Scientific computer simulations cannot represent all scales in realistic applications. To bridge this model-data gap, parameters are injected into models and constrained with noisy data using Bayesian inversion. To reduce the number of simulator evaluations, which can be 10^5 or more, modern approaches employ dimension reduction in conjunction with emulation of the forward map (that contains the simulator). Due to scarcity of model evaluations and data, this dimension reduction becomes very important for posterior sampling performance. Recent work on likelihood-informed subspaces (LIS) truncates to informative directions by optimizing bounds on information loss, and though mathematically well-adapted to sampling, they are often restrictive in practice. In this work, we provably generalize this methodology to facilitate application to $α$-tempered (i.e., annealed, power-posterior) distributions for $α$ in [0,1]. We provide theory to build partially-informed spaces termed $α$-LIS. We show how $α$ < 1 can often produce near-optimal spaces. In addition, we focus on applying $α$-LIS to practical cases, where the available data is severely limited and noisy. We propose and test extensions for utilizing data from the entire sequence of distributions $α$_0 < ... < $α$_k, and use simple approximations of model gradients so that our approach can be used for emulation of forward maps for chaotic or stochastic systems where derivatives are unavailable or uninformative due to noise. In experiments, our accumulated approach is much more robust to these challenging circumstances than the theoretically optimal $α$ = 1.

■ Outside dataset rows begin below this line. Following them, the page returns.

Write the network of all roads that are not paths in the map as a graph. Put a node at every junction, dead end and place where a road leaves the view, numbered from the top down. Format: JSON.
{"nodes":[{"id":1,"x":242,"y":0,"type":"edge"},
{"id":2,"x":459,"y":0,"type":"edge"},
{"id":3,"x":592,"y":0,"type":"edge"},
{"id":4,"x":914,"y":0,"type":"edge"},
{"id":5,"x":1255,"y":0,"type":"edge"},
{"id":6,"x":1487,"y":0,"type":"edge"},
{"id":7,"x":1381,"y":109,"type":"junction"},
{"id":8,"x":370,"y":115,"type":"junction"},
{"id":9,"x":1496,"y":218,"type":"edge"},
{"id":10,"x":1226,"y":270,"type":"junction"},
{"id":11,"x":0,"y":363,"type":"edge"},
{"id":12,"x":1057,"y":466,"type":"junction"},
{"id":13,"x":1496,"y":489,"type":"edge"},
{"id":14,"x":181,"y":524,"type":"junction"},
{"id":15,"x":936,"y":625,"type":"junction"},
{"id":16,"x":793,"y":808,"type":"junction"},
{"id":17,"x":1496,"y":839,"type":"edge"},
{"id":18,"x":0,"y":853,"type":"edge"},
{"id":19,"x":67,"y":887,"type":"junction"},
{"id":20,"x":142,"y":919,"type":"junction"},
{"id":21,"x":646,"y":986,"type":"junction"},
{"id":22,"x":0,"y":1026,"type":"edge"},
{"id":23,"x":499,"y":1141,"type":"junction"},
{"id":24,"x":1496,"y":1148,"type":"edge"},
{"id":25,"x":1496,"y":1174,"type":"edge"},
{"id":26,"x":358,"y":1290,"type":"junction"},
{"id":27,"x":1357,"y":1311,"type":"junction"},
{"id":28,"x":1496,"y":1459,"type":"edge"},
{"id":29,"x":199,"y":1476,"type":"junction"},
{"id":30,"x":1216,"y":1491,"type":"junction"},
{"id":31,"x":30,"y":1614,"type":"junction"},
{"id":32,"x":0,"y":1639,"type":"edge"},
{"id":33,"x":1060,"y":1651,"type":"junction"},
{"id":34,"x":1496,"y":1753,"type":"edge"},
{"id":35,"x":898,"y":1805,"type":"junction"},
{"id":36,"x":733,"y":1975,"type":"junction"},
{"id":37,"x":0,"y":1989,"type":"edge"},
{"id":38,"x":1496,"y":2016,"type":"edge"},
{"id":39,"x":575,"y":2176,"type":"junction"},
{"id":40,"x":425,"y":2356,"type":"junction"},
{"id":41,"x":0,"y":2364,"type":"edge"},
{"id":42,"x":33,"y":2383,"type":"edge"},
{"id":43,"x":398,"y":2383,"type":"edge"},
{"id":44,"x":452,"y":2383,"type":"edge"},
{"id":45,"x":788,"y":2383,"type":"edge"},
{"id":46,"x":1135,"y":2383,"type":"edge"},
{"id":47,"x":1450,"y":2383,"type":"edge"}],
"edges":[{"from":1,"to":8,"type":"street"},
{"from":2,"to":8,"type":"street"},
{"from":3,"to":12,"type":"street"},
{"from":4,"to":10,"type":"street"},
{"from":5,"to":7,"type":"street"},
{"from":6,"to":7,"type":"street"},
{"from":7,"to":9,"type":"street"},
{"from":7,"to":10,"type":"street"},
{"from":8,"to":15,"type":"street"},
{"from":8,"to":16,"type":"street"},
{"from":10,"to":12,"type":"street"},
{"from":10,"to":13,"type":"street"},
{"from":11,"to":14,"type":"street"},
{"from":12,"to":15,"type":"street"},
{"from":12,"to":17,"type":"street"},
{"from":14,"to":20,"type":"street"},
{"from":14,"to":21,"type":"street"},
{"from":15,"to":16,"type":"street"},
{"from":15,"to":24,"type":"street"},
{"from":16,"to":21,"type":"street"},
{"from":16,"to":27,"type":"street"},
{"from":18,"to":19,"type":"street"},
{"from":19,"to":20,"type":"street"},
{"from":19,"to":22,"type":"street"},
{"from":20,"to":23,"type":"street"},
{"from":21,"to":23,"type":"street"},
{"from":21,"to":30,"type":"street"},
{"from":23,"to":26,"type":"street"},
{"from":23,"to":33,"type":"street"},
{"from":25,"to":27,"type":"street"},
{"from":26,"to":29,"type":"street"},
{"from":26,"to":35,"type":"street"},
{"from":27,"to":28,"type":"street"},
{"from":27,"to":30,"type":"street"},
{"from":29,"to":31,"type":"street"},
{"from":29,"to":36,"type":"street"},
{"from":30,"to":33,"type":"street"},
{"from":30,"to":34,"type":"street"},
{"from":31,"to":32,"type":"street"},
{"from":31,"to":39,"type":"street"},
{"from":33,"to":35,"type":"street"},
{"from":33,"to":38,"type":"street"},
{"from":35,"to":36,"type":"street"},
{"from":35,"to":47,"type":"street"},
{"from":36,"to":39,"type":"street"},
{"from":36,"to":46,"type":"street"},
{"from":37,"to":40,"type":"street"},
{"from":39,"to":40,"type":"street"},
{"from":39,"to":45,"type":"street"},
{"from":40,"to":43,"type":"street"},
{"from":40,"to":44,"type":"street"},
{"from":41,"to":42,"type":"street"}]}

翻译：科学计算机模拟无法在现实应用中涵盖所有尺度。为弥补这一模型-数据缺口，通过贝叶斯反演将参数注入模型并用含噪声数据加以约束。为减少可能达到10^5次甚至更多的模拟器评估次数，现代方法结合正向映射（包含模拟器）的代理建模进行降维。由于模型评估次数和数据的稀缺性，这种降维对后验采样性能至关重要。近期关于似然信息子空间（LIS）的研究通过优化信息损失边界截断至信息性方向，虽然数学上适用于采样，但在实践中往往限制较多。本文中，我们可证明地将这一方法推广至适用于[0,1]区间内$α$的$α$温度调节（即退火、幂后验）分布。我们提出构建称为$α$-LIS的部分信息空间的理论，并展示$α < 1$如何能常产生接近最优的空间。此外，我们重点将$α$-LIS应用于可用数据极其有限且含噪的实际案例中。我们提出并测试了利用整个分布序列$α_0 < ... < α_k$数据的扩展方法，并采用模型梯度的简单近似，使得该方法可用于混沌或随机系统中因噪声导致导数不可用或无信息性的正向映射代理建模。实验表明，与理论上最优的$α=1$相比，我们的累积方法在这些挑战性环境下具有更强的鲁棒性。